Le parquet européen a lancé une enquête pour suspicion de fraude après une plainte visant l'utilisation de dotations européennes par le Rassemblement National (RN). Selon Le Figaro, cette procédure fait suite à des accusations portées par l'association AC!! Anti-Corruption, qui dénonce un détournement présumé de fonds européens pour financer des formations aux médias destinées notamment à Jordan Bardella pendant la campagne présidentielle de 2022.
Ce qu'il faut retenir
- Une enquête ouverte par le parquet européen pour suspicion de fraude aux fonds de l'Union européenne, après transmission d'une plainte par le Parquet national financier (PNF).
- Une plainte déposée en décembre 2025 par l'association AC!! Anti-Corruption, relayée par un article du Canard enchaîné.
- Des fonds européens utilisés présumément pour des formations médiatiques ciblant Jordan Bardella, alors président par intérim du RN.
- Le RN conteste fermement ces accusations et menace de poursuivre pour diffamation.
- Le parquet européen ne commente pas les investigations en cours, conformément à ses règles.
Une plainte transmise depuis la France vers le parquet européen
L’enquête européenne s’appuie sur une plainte déposée à Paris en décembre 2025 par l’association AC!! Anti-Corruption. Celle-ci a été transmise au parquet européen après une première évaluation par le Parquet national financier (PNF) français. Cette transmission intervient après une phase de vérifications préliminaires, qui a conduit à l’ouverture d’une enquête pour suspicion de fraude aux fonds de l’Union européenne. Le parquet européen, basé à Luxembourg, n’a ni confirmé ni infirmé cette information, se conformant à sa règle de ne pas commenter les procédures en cours, a indiqué une porte-parole.
L’association AC!! Anti-Corruption avait initialement porté plainte contre X pour détournement de fonds publics devant la justice française. Son action s’appuyait sur un article du Canard enchaîné publié peu avant, révélant des faits présumés de détournement de fonds européens par le RN.

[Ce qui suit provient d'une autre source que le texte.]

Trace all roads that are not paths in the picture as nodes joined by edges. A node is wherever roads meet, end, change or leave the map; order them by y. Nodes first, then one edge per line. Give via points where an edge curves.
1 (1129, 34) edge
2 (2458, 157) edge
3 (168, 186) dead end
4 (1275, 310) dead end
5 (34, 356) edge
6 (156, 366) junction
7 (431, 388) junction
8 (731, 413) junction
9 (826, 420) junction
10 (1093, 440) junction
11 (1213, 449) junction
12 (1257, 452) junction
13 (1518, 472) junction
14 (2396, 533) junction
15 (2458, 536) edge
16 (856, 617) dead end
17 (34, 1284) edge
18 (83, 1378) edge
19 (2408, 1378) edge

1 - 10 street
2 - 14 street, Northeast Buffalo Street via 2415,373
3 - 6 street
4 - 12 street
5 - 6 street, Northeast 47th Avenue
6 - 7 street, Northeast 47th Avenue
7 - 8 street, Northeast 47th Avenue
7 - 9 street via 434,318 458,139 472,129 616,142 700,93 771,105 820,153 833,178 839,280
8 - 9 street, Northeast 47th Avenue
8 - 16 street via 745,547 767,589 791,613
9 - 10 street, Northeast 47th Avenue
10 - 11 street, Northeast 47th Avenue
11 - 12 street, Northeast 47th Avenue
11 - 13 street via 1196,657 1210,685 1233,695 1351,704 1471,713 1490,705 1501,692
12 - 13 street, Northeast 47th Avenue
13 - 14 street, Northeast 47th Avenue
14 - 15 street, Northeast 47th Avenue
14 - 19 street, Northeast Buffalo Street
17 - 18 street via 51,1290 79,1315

Des formations aux médias financées par l’UE et détournées selon l’accusation
Selon les éléments de la plainte obtenus par l’AFP, les fonds européens alloués aux eurodéputés du RN auraient été utilisés « à des fins étrangères à leur attribution ». Plus précisément, une formation aux médias aurait été financée via le Parlement européen, sur la base de l’enveloppe budgétaire attribuée aux élus. Un formateur spécialisé dans le media training aurait été engagé pour préparer les élus du RN à leur relation avec les médias.
Or, selon l’association, ce formateur aurait été sollicité dès septembre 2021 pour accompagner Jordan Bardella — alors président par intérim du parti — non pas sur des sujets liés à l’actualité européenne, mais en vue de sa préparation à l’élection présidentielle française de 2022. Cette formation aurait donc été détournée de son objet initial, un reproche que le RN rejette catégoriquement.
Le RN dénonce une manœuvre politique et menace de poursuites
Le Rassemblement National a vivement réagi à ces accusations, les qualifiant de « diffamatoires » dans le contexte politique actuel. Dans une déclaration transmise à l’AFP, le parti a indiqué que Jordan Bardella conteste ces allégations et se réserve le droit d’engager des poursuites pour diffamation et dénonciation calomnieuse. Le RN dénonce une instrumentalisation des institutions judiciaires, suggérant que l’association AC!! Anti-Corruption agirait dans un cadre politique partisan.
Pour rappel, Jordan Bardella occupait alors le poste de président par intérim du RN et jouait un rôle central dans la campagne de Marine Le Pen pour l’élection présidentielle de 2022. Son positionnement médiatique était donc un enjeu stratégique pour le parti, ce qui rend ces accusations d’autant plus sensibles.
Contacté par l’AFP, le RN n’a pas répondu dans l’immédiat aux demandes de précisions sur les modalités exactes de financement de ces formations. L’association AC!! Anti-Corruption n’a pas non plus fait de nouveau commentaire depuis le dépôt de la plainte initiale.
Si les soupçons étaient avérés, le RN pourrait être tenu de rembourser les fonds européens détournés. Dans le cadre juridique européen, cela pourrait aussi entraîner des sanctions administratives, voire des poursuites pénales contre les responsables politiques impliqués, selon la gravité des faits. La Commission européenne pourrait également suspendre ou réduire les dotations futures allouées aux élus concernés.